TASK STATEMENT
Please repeat the records word for word and skip the pictures.

DATA RECORDS
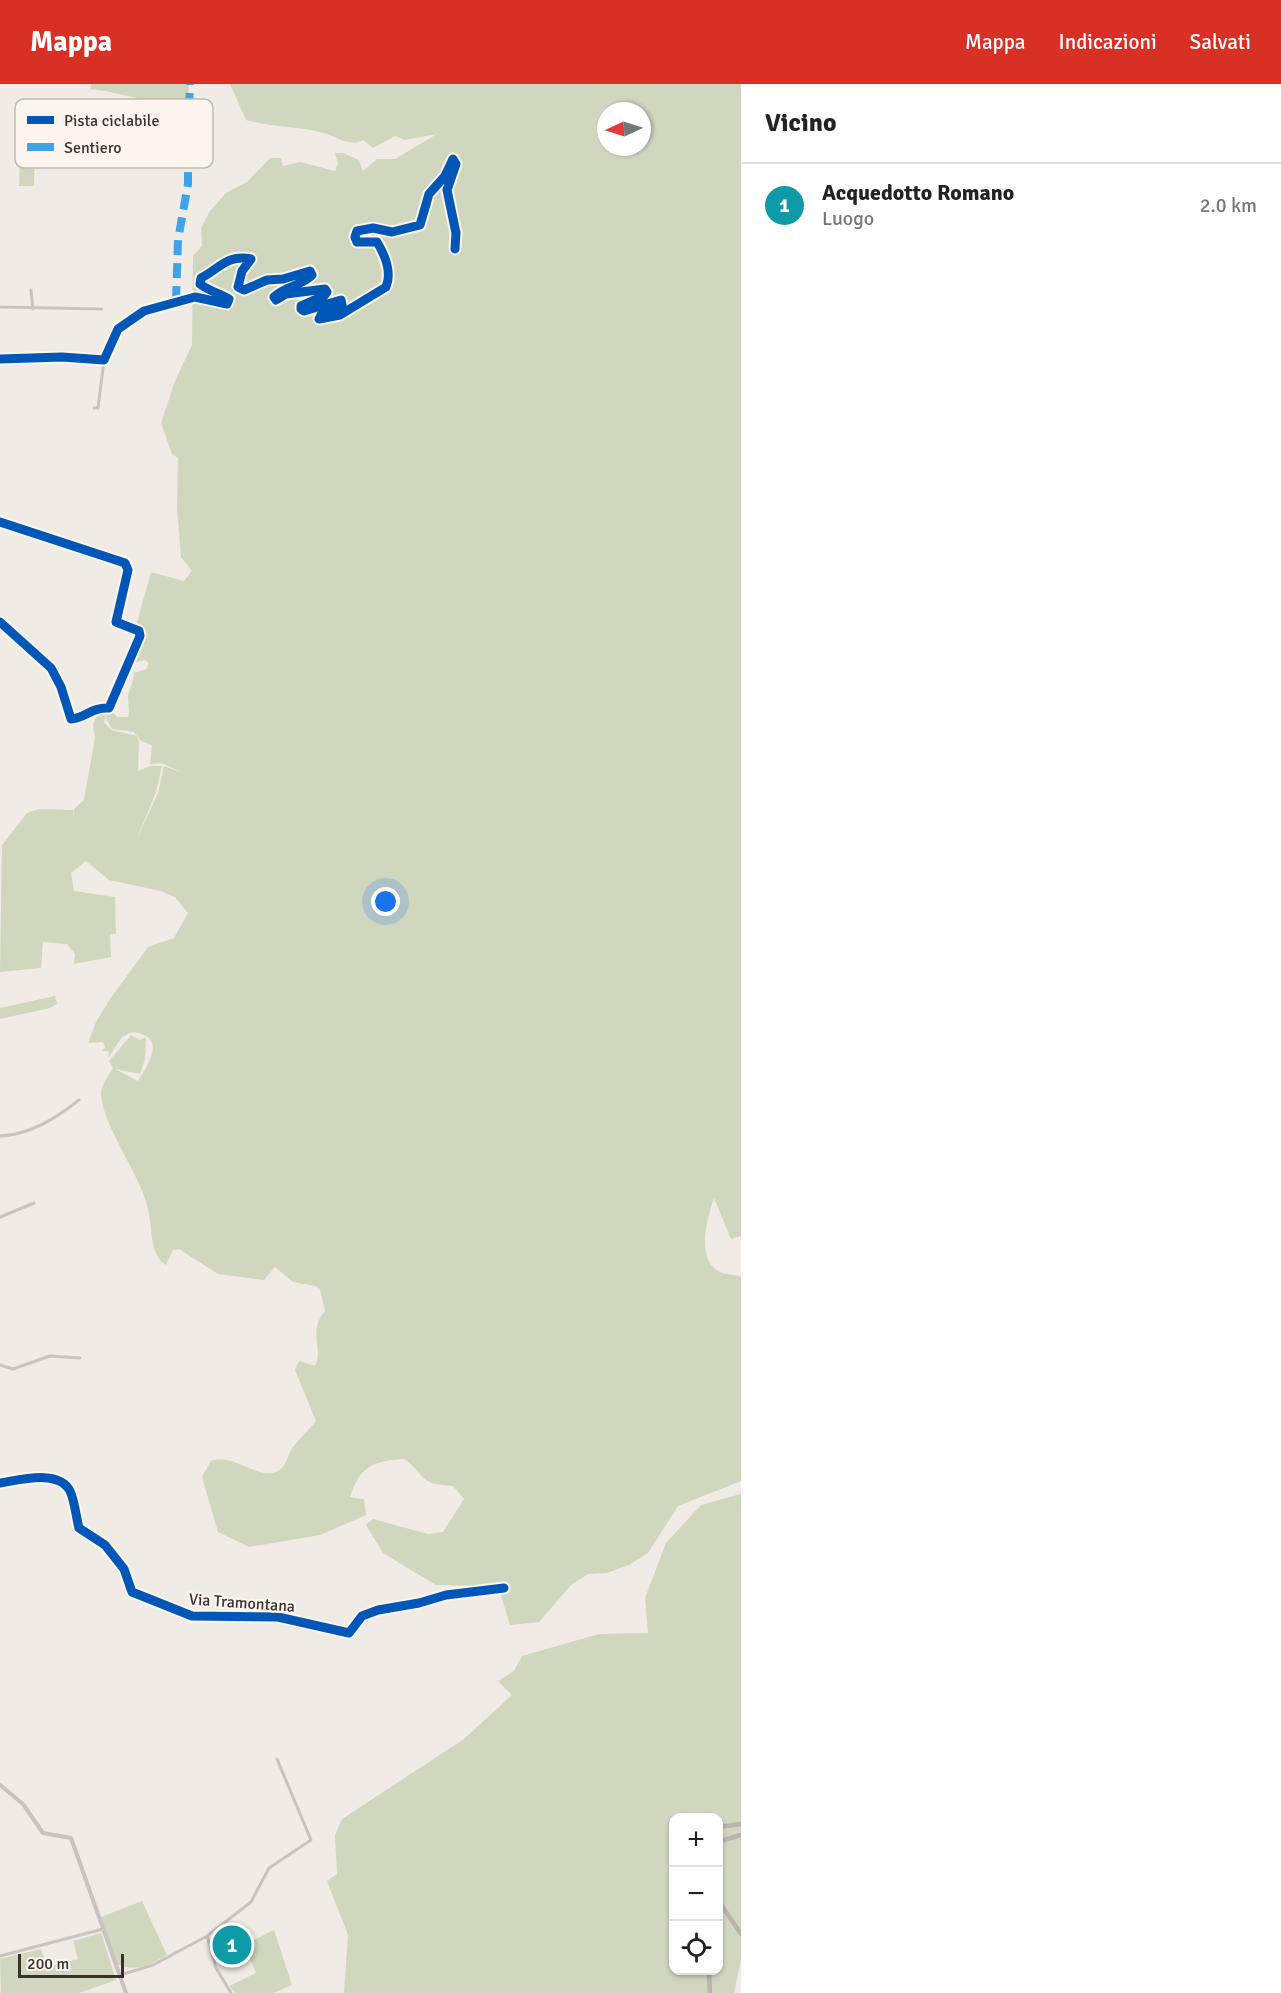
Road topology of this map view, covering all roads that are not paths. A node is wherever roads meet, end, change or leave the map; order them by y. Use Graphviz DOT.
graph roads {
  1 [pos="455,249"];
  2 [pos="31,290"];
  3 [pos="0,307"];
  4 [pos="33,309"];
  5 [pos="102,309"];
  6 [pos="0,359"];
  7 [pos="104,360"];
  8 [pos="94,408"];
  9 [pos="0,522"];
  10 [pos="0,622"];
  11 [pos="80,1100"];
  12 [pos="0,1136"];
  13 [pos="34,1203"];
  14 [pos="0,1217"];
  15 [pos="80,1358"];
  16 [pos="0,1365"];
  17 [pos="0,1482"];
  18 [pos="504,1588"];
  19 [pos="277,1759"];
  20 [pos="0,1785"];
  21 [pos="741,1824"];
  22 [pos="723,1826"];
  23 [pos="741,1835"];
  24 [pos="723,1840"];
  25 [pos="723,1907"];
  26 [pos="104,1929"];
  27 [pos="741,1934"];
  28 [pos="207,1936"];
  29 [pos="0,1956"];
  30 [pos="120,1975"];
  31 [pos="710,1975"];
  32 [pos="126,1993"];
  33 [pos="231,1993"];
  34 [pos="710,1993"];
  1 -- 7 [label="street"];
  2 -- 4 [label="street"];
  3 -- 4 [label="street"];
  4 -- 5 [label="street"];
  6 -- 7 [label="street"];
  7 -- 8 [label="street"];
  9 -- 10 [label="street"];
  11 -- 12 [label="street"];
  13 -- 14 [label="street"];
  15 -- 16 [label="street"];
  17 -- 18 [label="street, Via Tramontana"];
  19 -- 28 [label="street"];
  20 -- 26 [label="street"];
  21 -- 22 [label="main road"];
  23 -- 24 [label="main road"];
  25 -- 27 [label="main road"];
  26 -- 29 [label="street"];
  26 -- 30 [label="street"];
  28 -- 30 [label="street"];
  28 -- 33 [label="street"];
  30 -- 32 [label="street"];
  31 -- 34 [label="main road"];
}
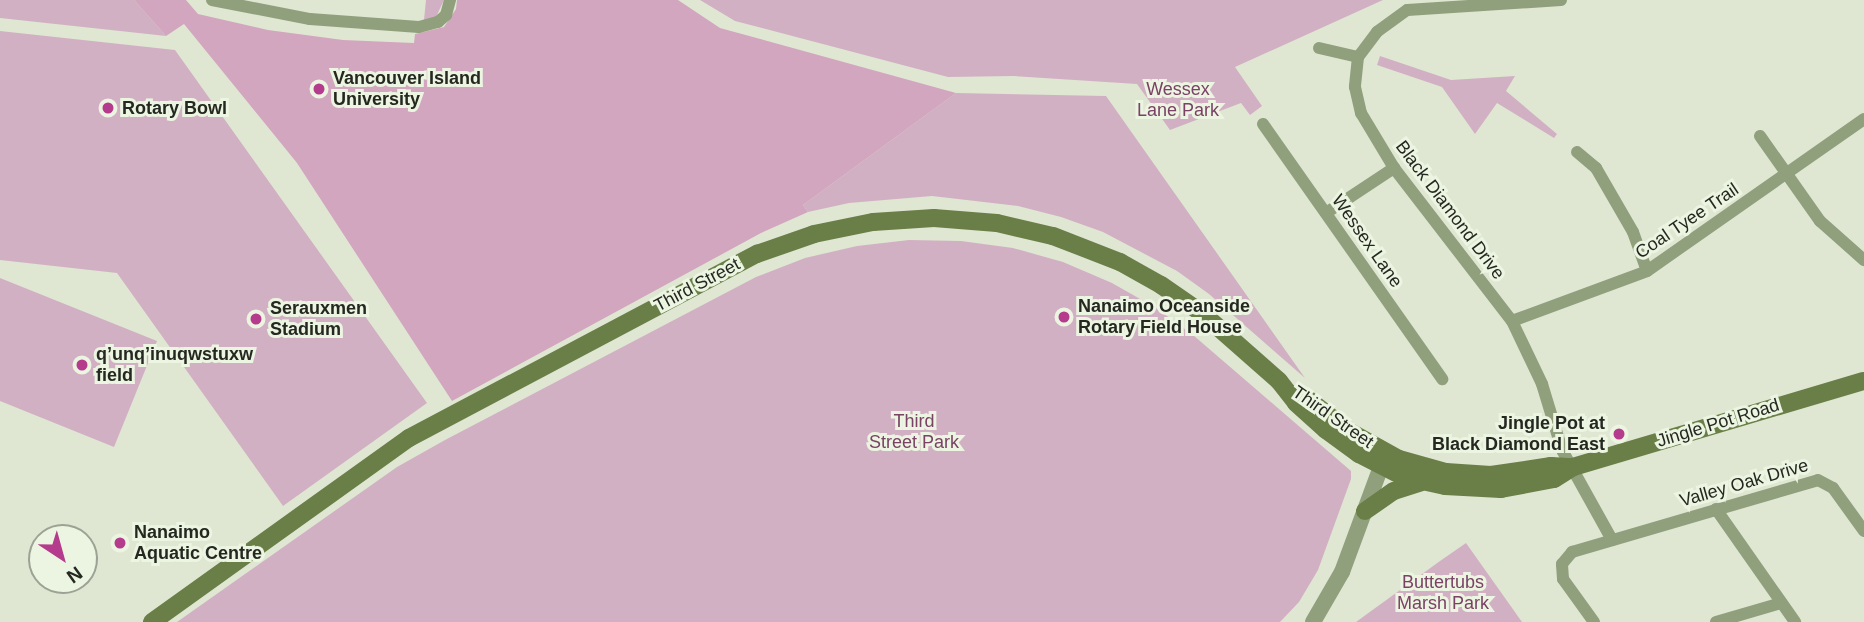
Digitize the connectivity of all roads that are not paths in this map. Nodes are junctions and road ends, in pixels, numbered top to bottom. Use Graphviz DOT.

EXPECTED ANSWER
Road topology of this map view, covering all roads that are not paths. A node is wherever roads meet, end, change or leave the map; order them by y. Use Graphviz DOT.
graph roads {
  1 [pos="455,249"];
  2 [pos="31,290"];
  3 [pos="0,307"];
  4 [pos="33,309"];
  5 [pos="102,309"];
  6 [pos="0,359"];
  7 [pos="104,360"];
  8 [pos="94,408"];
  9 [pos="0,522"];
  10 [pos="0,622"];
  11 [pos="80,1100"];
  12 [pos="0,1136"];
  13 [pos="34,1203"];
  14 [pos="0,1217"];
  15 [pos="80,1358"];
  16 [pos="0,1365"];
  17 [pos="0,1482"];
  18 [pos="504,1588"];
  19 [pos="277,1759"];
  20 [pos="0,1785"];
  21 [pos="741,1824"];
  22 [pos="723,1826"];
  23 [pos="741,1835"];
  24 [pos="723,1840"];
  25 [pos="723,1907"];
  26 [pos="104,1929"];
  27 [pos="741,1934"];
  28 [pos="207,1936"];
  29 [pos="0,1956"];
  30 [pos="120,1975"];
  31 [pos="710,1975"];
  32 [pos="126,1993"];
  33 [pos="231,1993"];
  34 [pos="710,1993"];
  1 -- 7 [label="street"];
  2 -- 4 [label="street"];
  3 -- 4 [label="street"];
  4 -- 5 [label="street"];
  6 -- 7 [label="street"];
  7 -- 8 [label="street"];
  9 -- 10 [label="street"];
  11 -- 12 [label="street"];
  13 -- 14 [label="street"];
  15 -- 16 [label="street"];
  17 -- 18 [label="street, Via Tramontana"];
  19 -- 28 [label="street"];
  20 -- 26 [label="street"];
  21 -- 22 [label="main road"];
  23 -- 24 [label="main road"];
  25 -- 27 [label="main road"];
  26 -- 29 [label="street"];
  26 -- 30 [label="street"];
  28 -- 30 [label="street"];
  28 -- 33 [label="street"];
  30 -- 32 [label="street"];
  31 -- 34 [label="main road"];
}
Digitize the connectivity of all roads that are not paths in this map. Nodes are junctions and road ends, in pixels, numbered top to bottom. Use Graphviz DOT.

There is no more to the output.